Bush, who has publicly told Americans that it was Saddam Hussein who “chose war” by refusing to disarm, was, in reality, set on invading Iraq regardless of Hussein’s cooperation with United Nations weapons inspectors, according to the five-page memo described in detail by the New York Times. [March 27, 2006]
At the same Oval Office meeting, Bush cavalierly dismissed concerns that the U.S. conquest might not go as smoothly as he expected.
The President predicted that it was “unlikely there would be internecine warfare between the different religious and ethnic groups,” according to the British minutes written by David Manning, then Blair’s chief foreign policy adviser.

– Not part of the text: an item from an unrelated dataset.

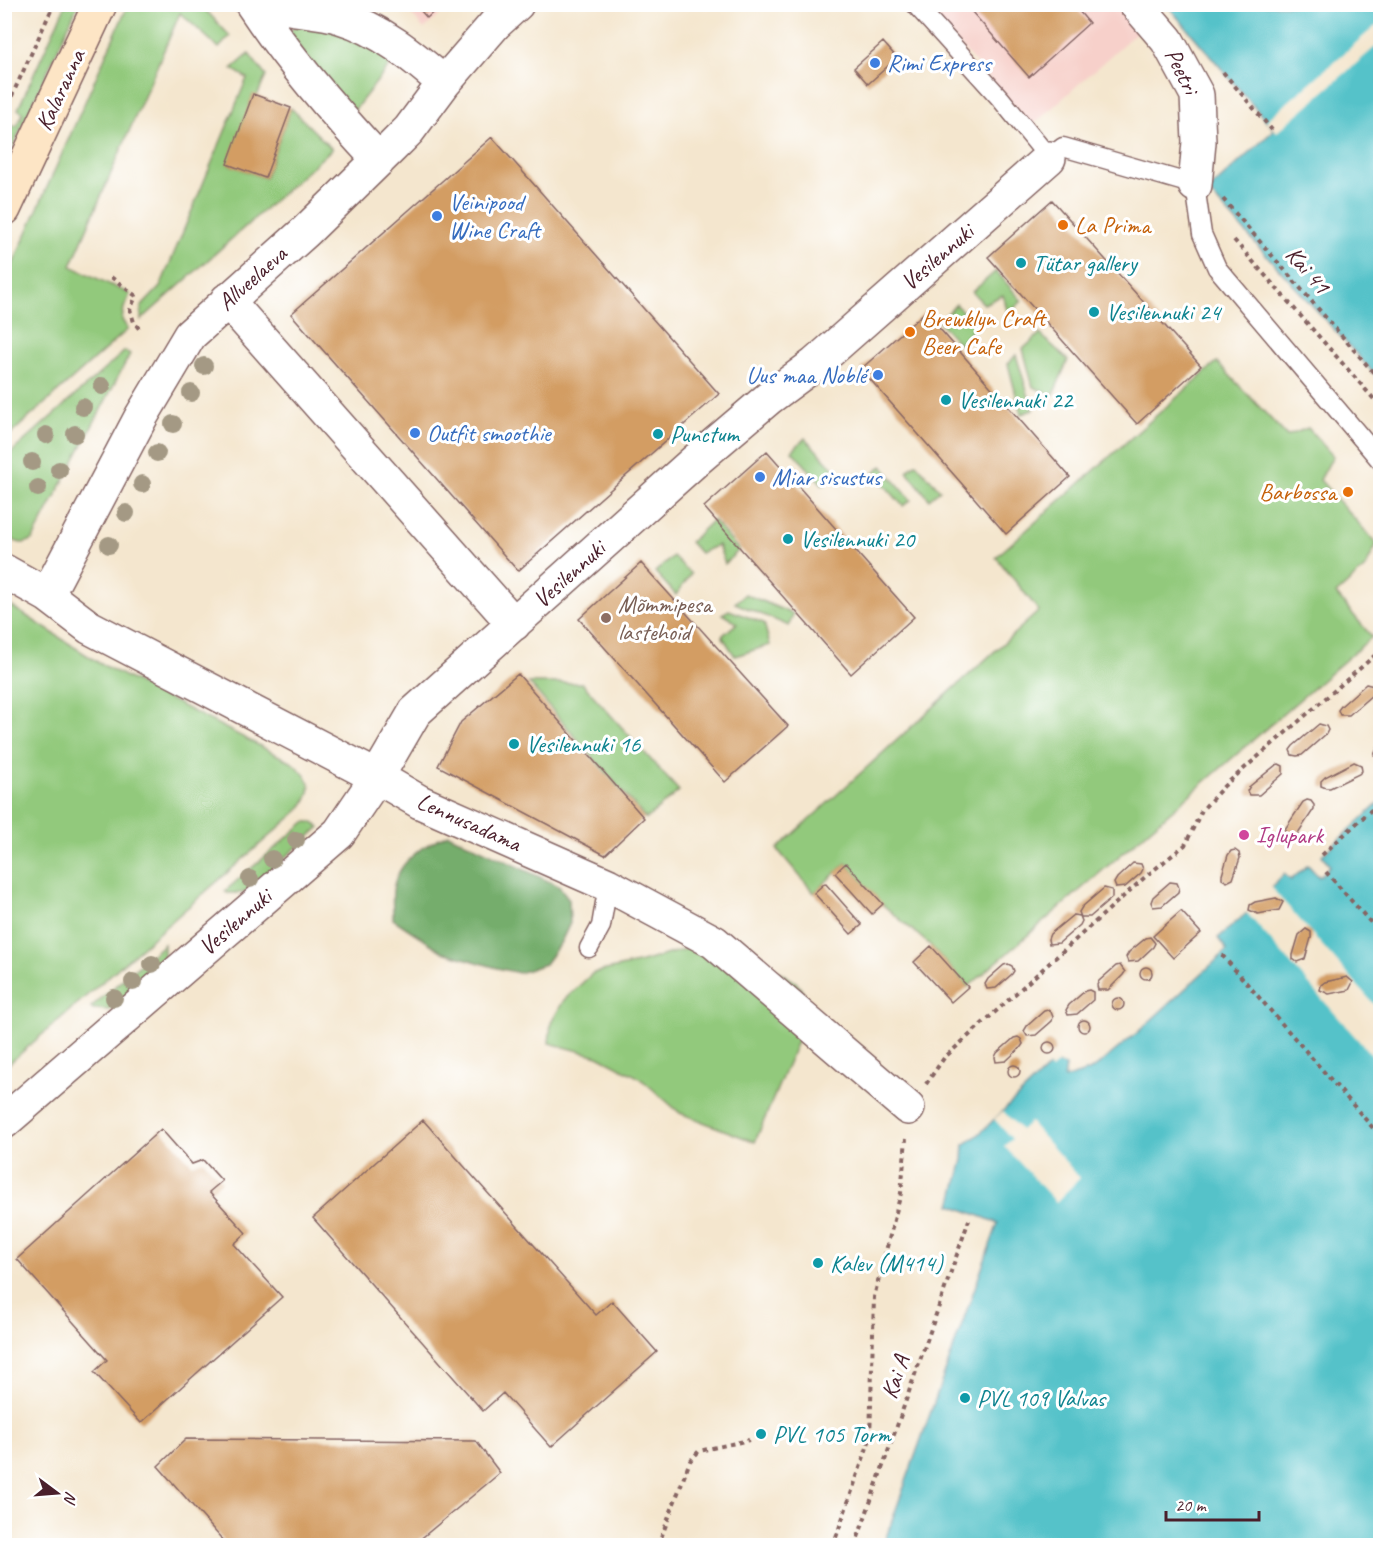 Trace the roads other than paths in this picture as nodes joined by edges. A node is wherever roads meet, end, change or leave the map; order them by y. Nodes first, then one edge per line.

But Bush’s judgment would prove tragically wrong, as more than 2,300 U.S. troops have died along with tens of thousands of Iraqis – possibly more than 100,000 – in three years of invasion, occupation and now sectarian violence.
The memo also reveals Bush as conniving to deceive the American people and the world community. At the meeting, Bush floated ideas for how to rally U.N. support for the invasion by engineering a provocation that would portray Hussein as the aggressor.
Bush suggested painting a U.S. plane up in U.N. colors and flying it over Iraq with the goal of drawing Iraqi fire, the minutes said.
“The U.S. was thinking of flying U2 reconnaissance aircraft with fighter cover over Iraq, painted in U.N. colours,” the memo said about Bush’s scheme. “If Saddam fired on them, he would be in breach.”
Regardless of whether any casus belli could be provoked, Bush already had “penciled in” March 10, 2003, as the start of the U.S. bombing of Iraq, according to the memo. “Our diplomatic strategy had to be arranged around the military planning,” Manning wrote.
At the Oval Office meeting, Bush also discussed possibly assassinating Hussein, according to the memo. (Bush, it should be noted, assured the American people that he would restore “honor and decency” to the Oval Office where Bill Clinton had sexual dalliances with Monica Lewinsky.)
According to the British memo, Bush and Blair acknowledged that no weapons of mass destruction had been found in Iraq, nor were they likely to be found in the coming weeks, but that wouldn’t get in the way of the U.S.-led invasion.
Blair, however, stressed the need for a second resolution from the U.N. Security Council that would authorize the use of force. Bush agreed to try but felt he had the authority to attack Iraq whether the U.N. approved or not.
“The U.S. would put its full weight behind efforts to get another resolution and would twist arms and even threaten,” the memo said about Bush’s plans. “But he had to say that if we ultimately failed, military action would follow anyway."
Parts of the Jan. 31, 2003, meeting memo were disclosed earlier this year by British attorney Philippe Sands, author of the book, Lawless World. But Sands’s disclosure received scant attention in the United States, where the major news media also has downplayed other revelations of Bush’s duplicity about the Iraq War.
In 2005, the U.S. press mostly averted its eyes when a British newspaper disclosed the so-called “Downing Street Memo,” which recounted the chief of British intelligence telling Blair in July 2002 that Bush was set on invading Iraq and that “intelligence and facts were being fixed around the policy.”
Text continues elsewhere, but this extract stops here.